#### TASK TO COMPLETE
Your task is to gather the lines below that hold the string "pixel".
§
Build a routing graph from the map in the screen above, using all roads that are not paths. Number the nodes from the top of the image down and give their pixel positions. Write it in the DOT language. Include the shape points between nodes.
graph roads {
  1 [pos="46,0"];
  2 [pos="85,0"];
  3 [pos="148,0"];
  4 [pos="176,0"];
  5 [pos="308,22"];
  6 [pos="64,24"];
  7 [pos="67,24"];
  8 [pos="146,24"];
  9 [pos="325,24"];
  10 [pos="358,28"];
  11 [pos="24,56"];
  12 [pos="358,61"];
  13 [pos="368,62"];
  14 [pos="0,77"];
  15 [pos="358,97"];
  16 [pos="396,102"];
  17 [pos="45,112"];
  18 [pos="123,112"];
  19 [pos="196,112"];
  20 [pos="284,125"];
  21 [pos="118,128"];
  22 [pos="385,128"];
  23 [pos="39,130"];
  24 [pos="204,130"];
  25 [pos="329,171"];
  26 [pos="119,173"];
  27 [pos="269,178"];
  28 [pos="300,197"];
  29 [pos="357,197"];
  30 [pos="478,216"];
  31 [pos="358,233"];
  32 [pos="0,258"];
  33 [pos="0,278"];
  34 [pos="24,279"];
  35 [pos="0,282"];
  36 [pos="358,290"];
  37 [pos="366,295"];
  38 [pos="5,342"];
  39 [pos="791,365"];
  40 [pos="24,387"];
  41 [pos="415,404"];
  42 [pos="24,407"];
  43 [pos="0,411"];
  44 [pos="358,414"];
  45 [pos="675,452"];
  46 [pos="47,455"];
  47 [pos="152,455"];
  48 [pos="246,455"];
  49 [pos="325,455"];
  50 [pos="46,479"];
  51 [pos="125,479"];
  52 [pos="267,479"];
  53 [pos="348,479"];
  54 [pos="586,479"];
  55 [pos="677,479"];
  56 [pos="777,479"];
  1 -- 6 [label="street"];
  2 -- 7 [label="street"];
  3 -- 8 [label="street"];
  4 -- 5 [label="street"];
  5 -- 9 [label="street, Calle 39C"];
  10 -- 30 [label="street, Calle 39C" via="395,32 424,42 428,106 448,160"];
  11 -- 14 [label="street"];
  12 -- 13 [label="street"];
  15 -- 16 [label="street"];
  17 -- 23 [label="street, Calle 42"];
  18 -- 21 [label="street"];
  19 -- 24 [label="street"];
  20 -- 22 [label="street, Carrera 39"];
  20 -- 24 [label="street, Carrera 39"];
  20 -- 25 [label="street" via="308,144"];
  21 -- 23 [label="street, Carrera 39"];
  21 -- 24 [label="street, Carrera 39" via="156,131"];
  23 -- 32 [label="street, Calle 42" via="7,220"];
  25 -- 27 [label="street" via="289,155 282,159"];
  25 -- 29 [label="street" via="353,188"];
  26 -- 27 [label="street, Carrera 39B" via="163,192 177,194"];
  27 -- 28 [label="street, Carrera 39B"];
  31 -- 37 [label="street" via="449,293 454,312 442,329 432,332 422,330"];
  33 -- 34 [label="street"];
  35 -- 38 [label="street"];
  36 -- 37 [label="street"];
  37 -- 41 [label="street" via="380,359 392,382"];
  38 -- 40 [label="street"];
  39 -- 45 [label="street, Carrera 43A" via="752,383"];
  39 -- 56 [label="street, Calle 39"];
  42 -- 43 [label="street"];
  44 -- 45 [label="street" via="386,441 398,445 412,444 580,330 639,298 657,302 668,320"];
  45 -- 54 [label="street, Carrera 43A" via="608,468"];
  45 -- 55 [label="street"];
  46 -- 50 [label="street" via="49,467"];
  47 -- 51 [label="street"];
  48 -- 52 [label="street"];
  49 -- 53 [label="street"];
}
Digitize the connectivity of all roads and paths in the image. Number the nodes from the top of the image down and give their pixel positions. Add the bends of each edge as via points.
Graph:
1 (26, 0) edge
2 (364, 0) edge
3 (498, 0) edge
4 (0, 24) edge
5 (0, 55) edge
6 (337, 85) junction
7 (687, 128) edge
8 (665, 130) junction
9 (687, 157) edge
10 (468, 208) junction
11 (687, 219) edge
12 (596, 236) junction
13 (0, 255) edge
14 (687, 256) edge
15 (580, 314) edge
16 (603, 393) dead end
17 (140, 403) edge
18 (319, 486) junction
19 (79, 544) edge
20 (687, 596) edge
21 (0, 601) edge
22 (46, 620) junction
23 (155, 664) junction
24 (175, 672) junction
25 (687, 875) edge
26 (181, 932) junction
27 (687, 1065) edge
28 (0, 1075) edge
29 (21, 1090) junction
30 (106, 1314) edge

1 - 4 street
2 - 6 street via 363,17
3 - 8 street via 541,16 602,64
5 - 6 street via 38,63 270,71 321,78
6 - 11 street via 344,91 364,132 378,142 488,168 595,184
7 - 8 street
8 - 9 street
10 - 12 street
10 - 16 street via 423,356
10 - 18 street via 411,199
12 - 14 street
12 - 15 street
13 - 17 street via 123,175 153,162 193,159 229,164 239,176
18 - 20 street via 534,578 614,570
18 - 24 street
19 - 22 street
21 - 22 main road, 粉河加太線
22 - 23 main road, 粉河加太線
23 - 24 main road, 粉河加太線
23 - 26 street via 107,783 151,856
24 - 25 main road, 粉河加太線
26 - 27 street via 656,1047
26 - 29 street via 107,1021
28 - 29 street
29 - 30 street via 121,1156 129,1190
§
#### ANSWER TO THIS PROBLEM
Build a routing graph from the map in the screen above, using all roads that are not paths. Number the nodes from the top of the image down and give their pixel positions. Write it in the DOT language. Include the shape points between nodes.
Digitize the connectivity of all roads and paths in the image. Number the nodes from the top of the image down and give their pixel positions. Add the bends of each edge as via points.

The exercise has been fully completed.